Rombongan kendaraan yang saya tumpangi akhirnya melambat sementara masyarakat lokal sudah mulai beranjak dari tempat duduk dan mengerubungi bangunan SPBU yang terlihat masih mulus berwarna merah cerah, warna khas PT Pertamina (Persero). SPBU berkode 56.851.23 terlihat mencolok dipinggir jalan, tanpa ada bangunan lain yang menemani sejauh mata memandang.

SPBU di desa Edalode Kecamatan Pantai Baru, Kabupaten Rote Ndao ini bukan SPBU biasa karena jadi yang pertama di wilayah tengah pulau Rote.

Adapun satu SPBU lainnya berada kurang lebih hampir satu jam perjalanan berada di Baa, Kecamatan Lobalain. Berarti baru ada dua SPBU resmi yang tersedia di Rote. Abang, salah seorang warga Baa, mengaku harus menempuh jalan selama hampir satu jam jika ingin membeli bensin.
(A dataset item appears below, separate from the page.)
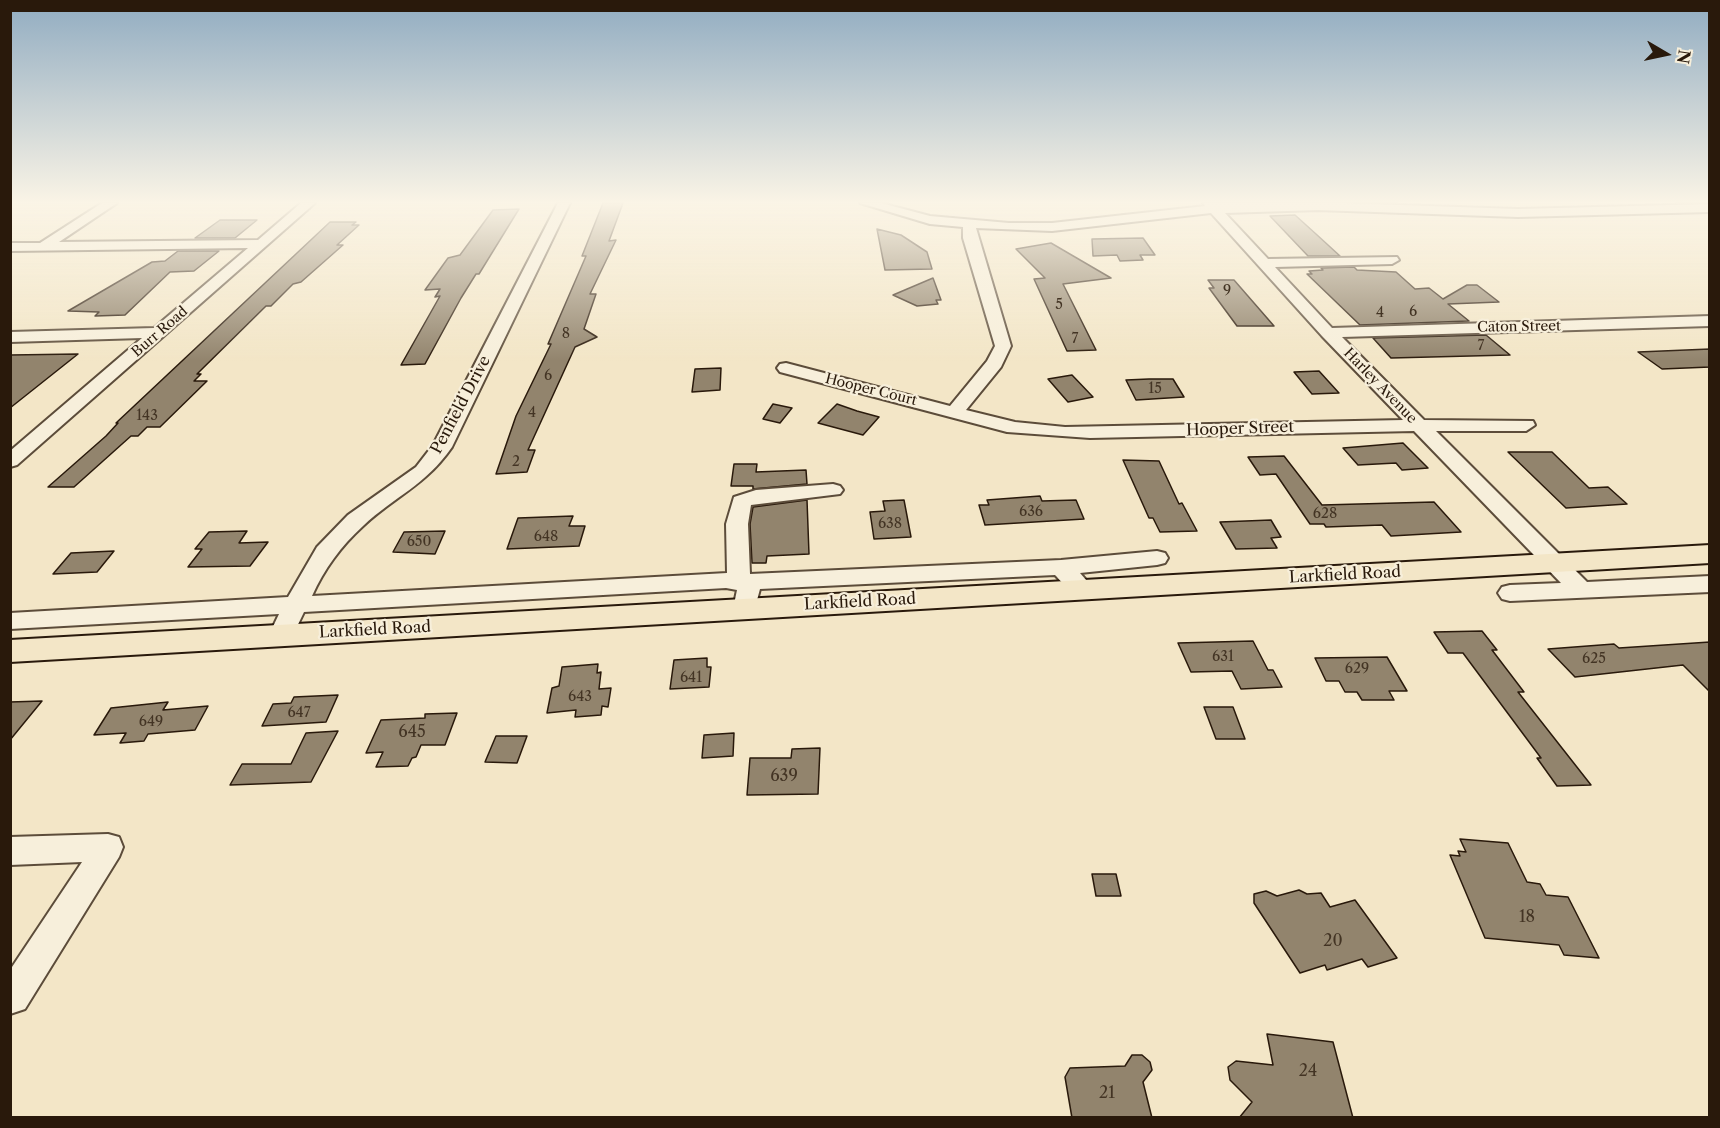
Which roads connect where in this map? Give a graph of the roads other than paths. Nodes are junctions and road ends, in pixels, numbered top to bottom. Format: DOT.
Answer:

“Ada sih satu lagi SPBU, tapi ya jauh, kita kalau mau beli BBM jalan dulu setengah jam lebih pakai motor,” kata Abang baru-baru ini di Rote Ndao.

Dia tidak punya pilihan lain karena ketersediaan BBM di sekitar rumahnya dikuasai oleh pengecer yang tentu saja menjual BBM dengan harga  berbeda jauh dengan harga resmi dari Pertamina. “Ada yang jual, pengecer harganya Rp 10 ribu per liter,” ujar Abang.

Kondisi tersebut tentu sangat mengganggu aktifitas warga. Selain membutuhkan biaya lebih besar, waktu otomatis akan terbuang hanya untuk mendatangi SPBU yang menjual BBM dengan harga resmi, belum lagi warga harus rela mengantre untuk mendapatkan beberapa liter bensin.

Karena itu kehadiran SPBU kedua di pulau Rote ini memang sudah sangat dinantikan Abang dan masyarakat di desa Edalode dan sekitarnya.

Pengoperasian SPBU dengan tangki timbun berkapasitas 80 kiloliter (KL) tersebut merupakan titik ke-128 dari program BBM satu harga. SPBU BBM Satu Harga di Edalode  memiliki kapasitas tangki pendam untuk premium 40 KL, solar 20 KL dan pertalite 20 KL. Untuk melayani pelanggan, SPBU memiliki delapan nozzle yang terdiri dari empat nozzle untuk premium, dua nozzle solar dan dua nozzle pertalite.

SPBU seperti di Pulau Rote ini akan terus dikebut pembangunannya. Kementerian Energi dan Sumber Daya Mineral (ESDM) bahkan sudah memutuskan untuk menambah jumlah titik pembangunan BBM satu harga yang menjual BBM dengan harga resmi yakni Premium Rp 6.450 per liter dan Solar seharga Rp 5.150 per liter.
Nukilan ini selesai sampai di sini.